Schmitt had a stark reminder of that on Dec. 11, when, moments after arriving at the training facility, she got word of an explosive device detonating at the Port Authority Bus Terminal subway station in Manhattan. She, along with her class of trainees and their dogs, were immediately deployed to Manhattan to provide additional police support.

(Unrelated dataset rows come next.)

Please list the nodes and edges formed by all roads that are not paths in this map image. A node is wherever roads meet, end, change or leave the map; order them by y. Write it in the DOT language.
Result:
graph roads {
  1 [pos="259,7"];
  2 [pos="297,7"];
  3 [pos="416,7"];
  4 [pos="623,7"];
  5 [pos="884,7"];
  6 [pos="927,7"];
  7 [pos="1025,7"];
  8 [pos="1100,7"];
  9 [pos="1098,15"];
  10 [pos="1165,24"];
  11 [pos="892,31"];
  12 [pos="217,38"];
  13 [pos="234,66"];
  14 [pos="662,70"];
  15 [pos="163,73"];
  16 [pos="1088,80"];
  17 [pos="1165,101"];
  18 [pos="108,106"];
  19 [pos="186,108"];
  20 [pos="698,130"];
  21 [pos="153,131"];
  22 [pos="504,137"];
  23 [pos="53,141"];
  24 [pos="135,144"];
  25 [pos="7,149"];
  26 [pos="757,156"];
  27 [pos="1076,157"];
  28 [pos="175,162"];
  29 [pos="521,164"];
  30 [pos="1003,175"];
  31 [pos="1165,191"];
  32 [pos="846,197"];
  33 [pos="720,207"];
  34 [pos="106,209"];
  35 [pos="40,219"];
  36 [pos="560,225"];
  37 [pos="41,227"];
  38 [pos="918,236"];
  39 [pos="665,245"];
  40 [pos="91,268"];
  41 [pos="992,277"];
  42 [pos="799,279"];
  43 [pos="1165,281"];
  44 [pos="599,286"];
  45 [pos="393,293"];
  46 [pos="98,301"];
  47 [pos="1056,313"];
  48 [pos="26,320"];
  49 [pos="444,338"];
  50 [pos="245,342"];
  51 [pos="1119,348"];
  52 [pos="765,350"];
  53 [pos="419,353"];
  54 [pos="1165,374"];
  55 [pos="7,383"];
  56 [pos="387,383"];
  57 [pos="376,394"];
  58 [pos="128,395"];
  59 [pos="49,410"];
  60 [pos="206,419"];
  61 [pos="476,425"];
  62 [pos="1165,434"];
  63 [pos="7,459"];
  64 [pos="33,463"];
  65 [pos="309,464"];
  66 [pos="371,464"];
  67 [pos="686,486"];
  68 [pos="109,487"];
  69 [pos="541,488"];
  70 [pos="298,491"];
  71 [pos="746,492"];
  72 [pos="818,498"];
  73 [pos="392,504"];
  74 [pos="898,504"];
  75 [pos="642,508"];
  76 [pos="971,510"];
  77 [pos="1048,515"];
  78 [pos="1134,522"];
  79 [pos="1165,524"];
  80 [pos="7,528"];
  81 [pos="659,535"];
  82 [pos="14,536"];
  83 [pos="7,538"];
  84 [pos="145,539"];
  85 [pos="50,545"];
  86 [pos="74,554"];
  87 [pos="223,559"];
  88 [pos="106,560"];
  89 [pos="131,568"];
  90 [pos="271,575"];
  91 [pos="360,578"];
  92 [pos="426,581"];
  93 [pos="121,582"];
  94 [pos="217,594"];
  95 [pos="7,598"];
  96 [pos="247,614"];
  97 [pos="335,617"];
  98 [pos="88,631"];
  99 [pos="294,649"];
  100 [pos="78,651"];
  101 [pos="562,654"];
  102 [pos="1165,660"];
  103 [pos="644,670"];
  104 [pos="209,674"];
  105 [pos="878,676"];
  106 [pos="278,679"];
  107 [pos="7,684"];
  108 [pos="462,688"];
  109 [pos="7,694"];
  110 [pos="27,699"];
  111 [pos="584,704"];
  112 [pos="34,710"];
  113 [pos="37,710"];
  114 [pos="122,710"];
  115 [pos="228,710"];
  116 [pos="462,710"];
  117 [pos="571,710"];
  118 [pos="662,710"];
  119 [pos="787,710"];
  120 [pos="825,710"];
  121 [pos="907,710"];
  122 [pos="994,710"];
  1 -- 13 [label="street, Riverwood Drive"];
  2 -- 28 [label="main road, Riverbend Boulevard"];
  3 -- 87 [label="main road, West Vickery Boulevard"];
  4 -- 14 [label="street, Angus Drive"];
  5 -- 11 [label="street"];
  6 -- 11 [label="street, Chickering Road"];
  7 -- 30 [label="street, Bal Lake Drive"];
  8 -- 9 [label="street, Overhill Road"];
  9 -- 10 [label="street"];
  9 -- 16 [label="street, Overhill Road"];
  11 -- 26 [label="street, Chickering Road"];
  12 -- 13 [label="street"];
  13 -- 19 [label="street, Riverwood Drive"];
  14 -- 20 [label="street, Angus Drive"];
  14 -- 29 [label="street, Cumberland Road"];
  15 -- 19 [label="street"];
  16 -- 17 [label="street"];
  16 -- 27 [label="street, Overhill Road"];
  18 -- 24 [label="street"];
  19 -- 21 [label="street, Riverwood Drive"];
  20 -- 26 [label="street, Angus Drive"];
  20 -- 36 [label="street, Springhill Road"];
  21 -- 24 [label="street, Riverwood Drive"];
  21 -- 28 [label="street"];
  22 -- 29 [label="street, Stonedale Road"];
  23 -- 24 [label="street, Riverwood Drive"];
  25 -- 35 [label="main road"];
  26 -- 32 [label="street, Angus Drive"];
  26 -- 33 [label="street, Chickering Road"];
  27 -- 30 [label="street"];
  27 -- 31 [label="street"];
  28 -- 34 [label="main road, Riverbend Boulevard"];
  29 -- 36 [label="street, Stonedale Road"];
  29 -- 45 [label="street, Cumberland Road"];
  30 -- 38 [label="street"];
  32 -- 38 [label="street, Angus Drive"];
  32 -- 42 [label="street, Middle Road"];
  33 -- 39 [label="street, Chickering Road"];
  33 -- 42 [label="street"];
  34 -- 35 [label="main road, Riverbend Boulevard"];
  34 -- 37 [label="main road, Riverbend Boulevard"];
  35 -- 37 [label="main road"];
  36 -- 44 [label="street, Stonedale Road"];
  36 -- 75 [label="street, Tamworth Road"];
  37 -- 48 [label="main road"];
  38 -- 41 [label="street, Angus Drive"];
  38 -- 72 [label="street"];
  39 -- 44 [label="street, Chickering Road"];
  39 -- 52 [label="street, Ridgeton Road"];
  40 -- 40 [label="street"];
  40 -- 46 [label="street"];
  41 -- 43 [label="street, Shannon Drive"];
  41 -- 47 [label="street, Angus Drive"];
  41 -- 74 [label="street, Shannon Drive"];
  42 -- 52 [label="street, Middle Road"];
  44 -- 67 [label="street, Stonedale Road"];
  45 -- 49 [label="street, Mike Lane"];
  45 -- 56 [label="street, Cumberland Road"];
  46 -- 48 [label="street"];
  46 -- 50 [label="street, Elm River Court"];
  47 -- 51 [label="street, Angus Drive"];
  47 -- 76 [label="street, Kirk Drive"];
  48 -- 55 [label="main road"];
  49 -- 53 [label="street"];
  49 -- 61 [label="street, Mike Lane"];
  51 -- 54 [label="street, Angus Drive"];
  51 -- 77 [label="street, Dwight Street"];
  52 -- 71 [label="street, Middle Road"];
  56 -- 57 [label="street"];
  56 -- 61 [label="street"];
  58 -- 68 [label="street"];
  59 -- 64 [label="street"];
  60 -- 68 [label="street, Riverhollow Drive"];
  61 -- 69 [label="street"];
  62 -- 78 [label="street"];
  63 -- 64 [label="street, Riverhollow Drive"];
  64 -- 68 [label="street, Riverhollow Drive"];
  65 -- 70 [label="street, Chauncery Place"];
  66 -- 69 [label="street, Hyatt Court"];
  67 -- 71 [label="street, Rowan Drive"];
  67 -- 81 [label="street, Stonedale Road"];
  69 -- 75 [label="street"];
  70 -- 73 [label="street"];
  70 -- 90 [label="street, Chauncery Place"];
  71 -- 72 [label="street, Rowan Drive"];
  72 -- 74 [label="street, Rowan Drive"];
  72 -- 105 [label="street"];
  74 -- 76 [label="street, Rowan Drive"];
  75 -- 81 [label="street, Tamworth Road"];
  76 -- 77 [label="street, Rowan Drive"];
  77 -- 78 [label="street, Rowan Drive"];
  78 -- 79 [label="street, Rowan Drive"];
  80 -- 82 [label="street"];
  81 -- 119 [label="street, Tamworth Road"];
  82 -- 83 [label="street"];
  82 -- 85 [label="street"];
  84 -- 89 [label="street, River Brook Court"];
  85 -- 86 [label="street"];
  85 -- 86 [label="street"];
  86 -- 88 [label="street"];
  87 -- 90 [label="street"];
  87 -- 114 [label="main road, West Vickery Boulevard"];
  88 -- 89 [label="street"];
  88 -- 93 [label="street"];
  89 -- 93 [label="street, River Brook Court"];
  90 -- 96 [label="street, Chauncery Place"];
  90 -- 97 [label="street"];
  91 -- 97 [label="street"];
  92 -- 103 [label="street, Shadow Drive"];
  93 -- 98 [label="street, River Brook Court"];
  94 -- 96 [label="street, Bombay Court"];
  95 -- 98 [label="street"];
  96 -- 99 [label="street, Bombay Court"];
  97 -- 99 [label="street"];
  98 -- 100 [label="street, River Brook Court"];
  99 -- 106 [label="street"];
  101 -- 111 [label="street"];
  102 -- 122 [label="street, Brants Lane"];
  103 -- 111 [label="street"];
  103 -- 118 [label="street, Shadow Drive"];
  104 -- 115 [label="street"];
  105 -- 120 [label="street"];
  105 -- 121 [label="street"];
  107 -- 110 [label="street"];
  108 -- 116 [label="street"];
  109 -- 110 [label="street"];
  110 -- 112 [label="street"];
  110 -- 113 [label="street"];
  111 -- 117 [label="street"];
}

“It was nerve-wracking, because I was like, ‘Wow. It’s not just training now,’ ” said Schmitt, who recalled being uncertain of how Mac would behave in the bustling atmosphere of Grand Central Terminal during the morning rush. “[He was] a little anxious . . . watching everybody walk by. He’s got to get used to that because that’s where we’re going to be working. But he did very well.”
Lost in line of duty
Other tense moments inevitably await Schmitt and Mac in a career that requires she routinely put her best friend in harm’s way. According to the Officer Down Memorial Page, which compiles statistics on fallen police officers, nine police dogs across the United States have died in the line of duty this year alone — their causes of death ranging from heat exhaustion to vehicle strikes to asphyxiation.
MTA Police Sgt. William Finucane, who helped train Schmitt and Mac, witnessed his first canine partner, Rocky, die in the line of duty in 1989. Sensing his handler was in danger during a bust near a Metro-North rail yard in the Bronx, the dog escaped through the window of a police vehicle and ran across train tracks toward his partner, according to Finucane.
“He shot across. And there was a train coming in,” Finucane said, recalling Rocky being struck.
Although he can’t recall another dog from the MTA’s canine unit dying in the line of duty, Finucane said officers need to be at peace with the risks.
“You’re not going to do anything to intentionally injure your dog. But you also have to remember that it’s a tool, and it’s there to protect,” he said. “These dogs are looking for bombs every day. And if they find one, and something happens, that’s unfortunately what you signed up for.”
For all his utility as a law enforcement agent, Mac very much plays the role of pet during off hours — fetching snowballs tossed by Schmitt in their backyard and chasing after big brother Bud. Gentile even recruited Mac to help with his proposal. While practicing tracking humans in the woods, Mac took Schmitt on a path in Bethpage State Park that led her to Gentile and her engagement ring.
“The bond is crazy right now. He follows me to every single room. I don’t have a second to myself when I’m in the house. He’s always in my shadow,” Schmitt said recently of Mac. “And I love every second of it.”
That love was on display in January at the MTA Police canine unit graduation at Grand Central Terminal, where Schmitt was selected from her class to address the audience. The ceremony included McDonald’s family, there to meet Mac for the first time after his police shield was attached to his collar.
In her speech, Schmitt discussed the traits shared by dogs and police — a list that included trustworthiness, loyalty and unconditional love. Schmitt said she was thinking about McDonald when she mentioned one particular trait — the ability to forgive.
Months after becoming a quadriplegic, McDonald publicly forgave his assailant. It’s a key part of his story — a story that Schmitt said she is all too happy to share when someone stops her at an LIRR station and asks where Mac got his name.
“We name our partners after fallen heroes. We do this to honor those who have made the ultimate sacrifices,” Schmitt said of her fellow graduates, who included names like Deuces, Pags and Hoss. “Because they, like these dogs, represent the best of who we are.”